And so in September 2002, our Years 3 and 4 classes began a pilot teaching and learning project based on what we called “connected learning”. The project is now running throughout the school and profoundly affects the quality of learning and thinking for staff and pupils. We had to:

* Generate and extend ideas - how else could we do it?

* Look for innovative solutions - bring together ideas, combine and remodel solutions.

* Get the unusual from the usual. We were stuck with the national curriculum; the question was how to use it to meet our needs.

* Suggest and test hypotheses; come up with a model and try it.

The pilot initially sought to address two key barriers to learning; time and pupil engagement. The school had developed a secondary-style approach that was content heavy and subject driven. Pupils were unsure of what they were learning or why, and how it linked with what they had learned in the same session the previous week. We were wasting time re-capping, which limited any new learning - and especially any deep or profound learning.

Our project allows us to block-teach over two or three weeks. Literacy, numeracy, PE and RE are taught weekly, but across any unit of work; the science element, for example, will be taught for two or three weeks, followed by art for two weeks and either geography or history for a further block. Curriculum areas are in five seven-week units across the year and bound together by a focus on thinking skills: enquiry, information processing, creative thinking, evaluation and reasoning. This shift in focus solved the problem of engaging pupils.

We believe that a greater emphasis on the explicit teaching of thinking as a learning process provides pupils with the big picture for their learning, makes clear what’s in it for them and shifts power within the classroom, the key to enabling creative engagement.

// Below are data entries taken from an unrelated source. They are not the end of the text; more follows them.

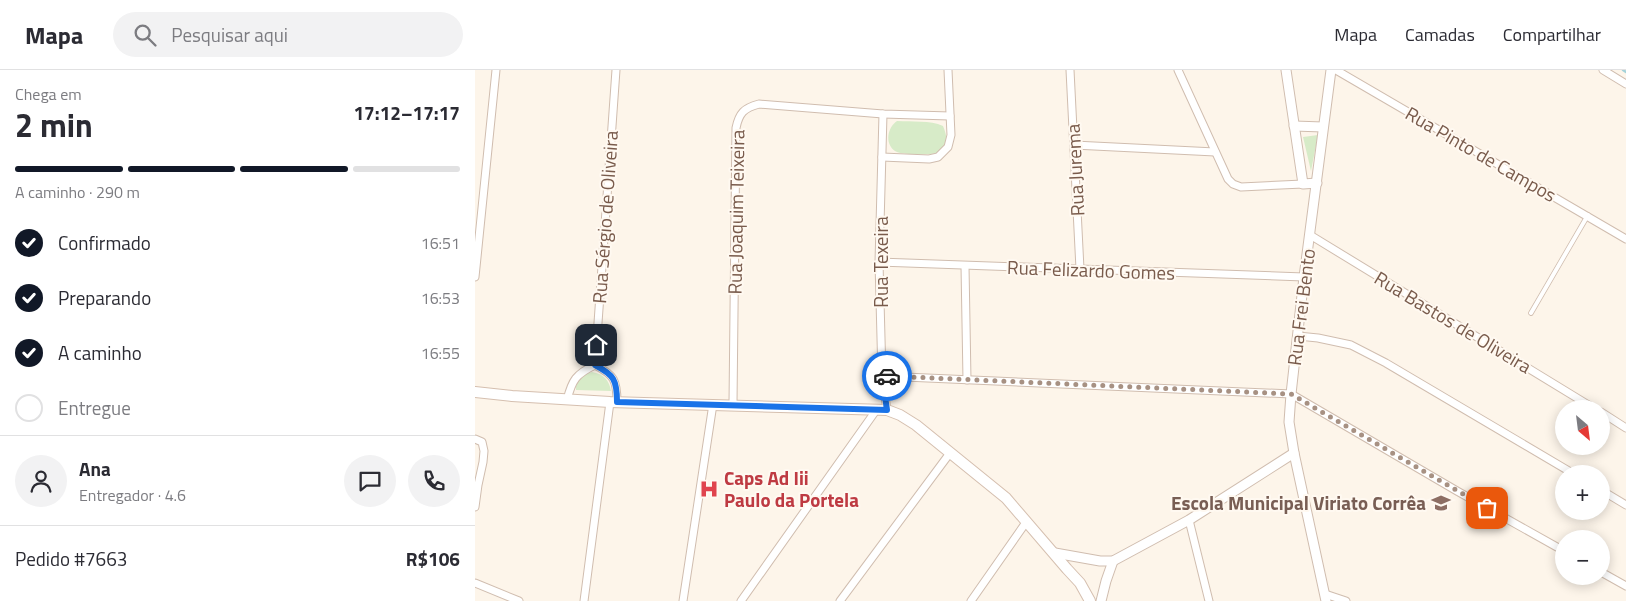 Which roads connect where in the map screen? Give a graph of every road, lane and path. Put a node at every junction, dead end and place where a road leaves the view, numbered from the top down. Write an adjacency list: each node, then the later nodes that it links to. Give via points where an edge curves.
1 (496, 70): 26 (street)
2 (616, 70): 30 (street, Rua Sérgio de Oliveira)
3 (948, 70): 12 (street)
4 (1070, 70): 15 (street, Rua Jurema)
5 (1178, 70): 16 (street)
6 (1286, 70): 13 (street)
7 (1331, 70): 14 (street, Rua Frei Bento)
8 (1337, 70): 20 (street, Rua Pinto de Campos)
9 (1603, 70): 10 (street)
10 (1626, 84)
11 (883, 114): 12 (street, Rua Joaquim Teixeira); 17 (street, Rua Texeira); 39 (street, Rua Joaquim Teixeira, via 759,104 741,112 736,128)
12 (950, 116): 17 (street, via 948,147 938,157 916,160)
13 (1294, 126): 14 (street); 18 (street)
14 (1323, 127): 19 (street, Rua Frei Bento)
15 (1074, 145): 16 (street); 25 (street, Rua Jurema)
16 (1215, 152): 18 (street, via 1228,179 1241,187)
17 (882, 157): 23 (street, Rua Texeira)
18 (1303, 184): 19 (street)
19 (1317, 184): 21 (street, Rua Frei Bento)
20 (1588, 215): 22 (street, Rua Pinto de Campos); 28 (lane)
21 (1310, 235): 27 (street, Rua Frei Bento); 36 (street, Rua Bastos de Oliveira)
22 (1626, 238)
23 (879, 262): 24 (street, Rua Felizardo Gomes); 31 (street, Rua Texeira)
24 (965, 266): 25 (street, Rua Felizardo Gomes); 32 (street)
25 (1080, 269): 27 (street, Rua Felizardo Gomes)
26 (475, 278)
27 (1304, 278): 29 (street, Rua Frei Bento)
28 (1531, 313)
29 (1298, 336): 34 (street, Rua Frei Bento); 46 (street, via 1351,345 1378,358)
30 (595, 365): 35 (street, via 573,380); 37 (street, via 608,372 617,384)
31 (882, 376): 32 (street); 40 (street, Rua Texeira)
32 (967, 380): 34 (street)
33 (475, 392): 35 (main road)
34 (1291, 394): 45 (street, Rua Frei Bento, via 1289,422); 52 (street)
35 (567, 400): 37 (main road)
36 (1580, 400)
37 (614, 402): 38 (main road); 60 (street)
38 (713, 404): 39 (main road); 61 (street)
39 (733, 404): 40 (main road)
40 (882, 410): 44 (main road, via 900,415 916,425); 62 (street)
41 (1610, 418): 42 (street)
42 (1626, 428)
43 (475, 439): 49 (street, via 482,442 484,451)
44 (950, 453): 51 (main road, via 1006,498); 63 (street)
45 (1294, 453): 50 (street); 58 (street, Rua Frei Bento)
46 (1559, 465)
47 (1610, 495): 48 (street)
48 (1626, 505)
49 (475, 507)
50 (1189, 520): 54 (street); 67 (street)
51 (1027, 521): 53 (main road); 64 (street)
52 (1555, 546)
53 (1055, 553): 54 (street, via 1100,562); 65 (main road)
54 (1113, 561): 66 (street)
55 (1610, 577): 57 (street)
56 (475, 583): 59 (street)
57 (1626, 586)
58 (1325, 597): 68 (street)
59 (519, 601)
60 (584, 601)
61 (683, 601)
62 (741, 601)
63 (840, 601)
64 (971, 601)
65 (1091, 601)
66 (1101, 601)
67 (1209, 601)
68 (1346, 601)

Each unit block involves the explicit teaching of one aspect of thinking, which encourages the pupils to apply skills across the curriculum. So, for example, Years 5 and 6 children learn about enquiry, first in a science context where they learn to distinguish between questions for investigations and questions for research, and later in the unit in history, where they use brainstorming techniques to uncover what they know and what they need to find out. They go on to consider which questions they can answer through using the internet and which through examining primary evidence on a field trip.

Between the units we reserve time for four enrichment weeks when pupils are encouraged to extend their learning in agreed areas or when artists, scientists and authors come in to school. They are asked to work within the planned skills focus and have added greatly to the pupils’ understanding.

The project has been highly challenging for teachers, especially in the significant shift from a content to a skills and process-based curriculum.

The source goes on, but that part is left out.